The ceasefire was already in place last week when we flew to Israel from Johannesburg. It was a short 4 day trip, with just enough time to attend the wedding we were traveling for, see some family and friends, have a few coffees and croissants too many, and then to return to Johannesburg where no war had been raging.
And yet it would not be unreasonable to confuse which country had indeed been in combat. The positive energy and upbeat environment that we found in Israel was baffling. Certainly with many of our friends’ sons having just returned from Gaza there was much talk of what had transpired, the nature of the peace and the horrors of Isis but it was clear that the focus was to get on with lives as those living there had done for decades. It was also clear to me that the war had taken its toll on tourism as well as other commercial arenas and there was a sense of relief that this could now be rectified.
And then we flew back to Johannesburg. The brown winter terrain, the thin layer of pollution that settles around the city this time of year somehow seemed apt as we landed back in the city that still seemed to be reeling from what had happened in the Middle East. At the airport I again became self-conscious of the kippah on my head and I wondered if I was being too sensitive or if the negativity did still hang in the air like the winter smog. That day Woolworths, a local chain of stores that refused to bullied by the BDS was “pipe bombed” and protesters were reported to have shut one of their stores down a few days prior for refusing to take Israeli products off the shelves. I was not imagining the situation.
Later that day my 16 year old son returned from school with talk of increased security given the nervousness of the community and it was clear to me that for us the war was far from over. In fact it seemed to have intensified.

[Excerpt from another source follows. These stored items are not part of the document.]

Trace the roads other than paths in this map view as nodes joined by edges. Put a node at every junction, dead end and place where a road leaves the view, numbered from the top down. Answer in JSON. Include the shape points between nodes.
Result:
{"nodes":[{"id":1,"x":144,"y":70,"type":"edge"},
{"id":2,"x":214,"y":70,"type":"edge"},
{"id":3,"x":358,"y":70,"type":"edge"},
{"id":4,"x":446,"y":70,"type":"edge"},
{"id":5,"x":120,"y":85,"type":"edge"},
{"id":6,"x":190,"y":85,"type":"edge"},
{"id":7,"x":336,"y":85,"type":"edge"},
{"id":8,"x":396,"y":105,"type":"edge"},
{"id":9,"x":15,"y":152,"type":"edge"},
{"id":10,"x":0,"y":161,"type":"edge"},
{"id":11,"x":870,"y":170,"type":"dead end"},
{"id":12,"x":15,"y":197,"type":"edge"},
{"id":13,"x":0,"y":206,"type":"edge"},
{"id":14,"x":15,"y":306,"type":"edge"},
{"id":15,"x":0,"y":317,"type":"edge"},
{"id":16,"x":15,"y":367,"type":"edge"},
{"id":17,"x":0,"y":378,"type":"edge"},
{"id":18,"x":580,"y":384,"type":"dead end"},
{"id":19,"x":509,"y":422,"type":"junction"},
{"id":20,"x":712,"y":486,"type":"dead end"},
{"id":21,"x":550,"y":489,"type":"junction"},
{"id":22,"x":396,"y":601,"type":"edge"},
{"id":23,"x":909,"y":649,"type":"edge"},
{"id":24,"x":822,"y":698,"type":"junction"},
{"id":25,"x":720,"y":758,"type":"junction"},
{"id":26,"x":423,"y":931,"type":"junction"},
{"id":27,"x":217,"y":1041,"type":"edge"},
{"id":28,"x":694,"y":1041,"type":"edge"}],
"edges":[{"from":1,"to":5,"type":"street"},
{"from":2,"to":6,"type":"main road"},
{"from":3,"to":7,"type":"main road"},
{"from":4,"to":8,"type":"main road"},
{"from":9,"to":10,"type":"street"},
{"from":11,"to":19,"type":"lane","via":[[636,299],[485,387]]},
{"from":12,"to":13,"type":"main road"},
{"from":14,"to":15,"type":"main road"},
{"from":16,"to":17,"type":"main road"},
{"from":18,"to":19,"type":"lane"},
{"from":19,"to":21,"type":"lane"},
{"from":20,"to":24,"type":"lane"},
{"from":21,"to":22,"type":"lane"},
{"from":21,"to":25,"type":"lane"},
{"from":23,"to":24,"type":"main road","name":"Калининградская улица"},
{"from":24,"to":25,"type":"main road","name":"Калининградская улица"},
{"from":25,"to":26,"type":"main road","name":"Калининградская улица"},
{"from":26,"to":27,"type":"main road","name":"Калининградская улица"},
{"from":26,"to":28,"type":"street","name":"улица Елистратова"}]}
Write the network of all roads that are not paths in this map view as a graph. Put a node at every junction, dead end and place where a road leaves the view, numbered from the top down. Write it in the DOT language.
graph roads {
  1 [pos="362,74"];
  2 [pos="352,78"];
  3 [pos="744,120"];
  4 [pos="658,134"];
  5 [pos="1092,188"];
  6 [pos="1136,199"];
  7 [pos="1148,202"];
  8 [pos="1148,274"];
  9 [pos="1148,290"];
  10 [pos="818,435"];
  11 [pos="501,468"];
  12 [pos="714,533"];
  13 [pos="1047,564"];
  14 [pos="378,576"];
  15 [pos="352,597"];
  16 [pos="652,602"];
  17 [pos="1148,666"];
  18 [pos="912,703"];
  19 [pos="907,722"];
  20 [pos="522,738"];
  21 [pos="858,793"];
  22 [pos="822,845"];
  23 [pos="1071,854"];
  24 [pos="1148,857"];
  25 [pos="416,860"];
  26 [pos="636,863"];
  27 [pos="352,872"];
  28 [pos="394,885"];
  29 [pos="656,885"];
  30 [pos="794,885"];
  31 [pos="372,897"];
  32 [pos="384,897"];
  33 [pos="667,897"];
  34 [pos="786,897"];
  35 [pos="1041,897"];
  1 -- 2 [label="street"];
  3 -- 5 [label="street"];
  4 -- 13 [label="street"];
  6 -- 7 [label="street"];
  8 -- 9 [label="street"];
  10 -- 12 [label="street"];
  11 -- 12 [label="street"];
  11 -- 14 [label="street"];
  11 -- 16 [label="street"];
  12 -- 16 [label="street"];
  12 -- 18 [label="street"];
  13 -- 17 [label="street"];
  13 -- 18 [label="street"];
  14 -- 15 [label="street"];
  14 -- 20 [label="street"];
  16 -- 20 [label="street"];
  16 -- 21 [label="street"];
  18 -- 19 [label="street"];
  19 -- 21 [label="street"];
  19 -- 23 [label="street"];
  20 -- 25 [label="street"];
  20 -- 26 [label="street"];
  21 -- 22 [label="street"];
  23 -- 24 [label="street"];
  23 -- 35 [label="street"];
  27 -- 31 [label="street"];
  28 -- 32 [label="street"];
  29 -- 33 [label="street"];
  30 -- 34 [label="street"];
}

South African Jewish leadership has been working furiously in front and behind the scenes to ensure that relationships between Government and the Jewish community remains intact, even given the visible strains. And on the most part they are achieving success. Thankfully, if any government in the world has experienced and seen first hand what racism is about, it is indeed the South African Government and despite the repeated attempts of likes of the BDS and their cronies to highjack the notion and claim prejudice as the sole right of the Gazan people, Jewish leadership and inherent decent of human rights, has kept everyone relatively sane. At the same time there is no doubting that even given the cessation of the rocket fire in the Israel, no one is able to let their guard down in this neck of the burning woods.
A visiting Rabbi from Israel recently asked me how we can live in such a hostile environment? This, coming from a person who was friends with the families of our 3 boys who were kidnapped and murdered in the Gush, and I was floored by the question. I thought it seemed a little rich to be asking me that of me, given his current environment and experience. But when I landed back in Johannesburg last week it became clear. The war that we are fighting is unrelenting and subversive and often subtle. It has no beginning and no end. It is in the air that we breathe, the news that we listen to and the people that we meet. It is being waged at Universities and on talk shows and in the stores and on the streets. But we have no iron dome to protect us and our battlefield is undefined. We don’t know when to go to the “bomb shelters” or run for our lives, because there are no sirens to tell us. We are not even clear whom it is that we are fighting.
And yet we continue to do so. And we fight hard. We write and we talk and we challenge and we educate. We do it for Israel, we do it for ourselves and for our children. And although South Africans might not appreciate it yet, we do it for this country too. Because if anti-Semitism and racial prejudice are allowed to win this battle, it will be more than just the Jews who lose.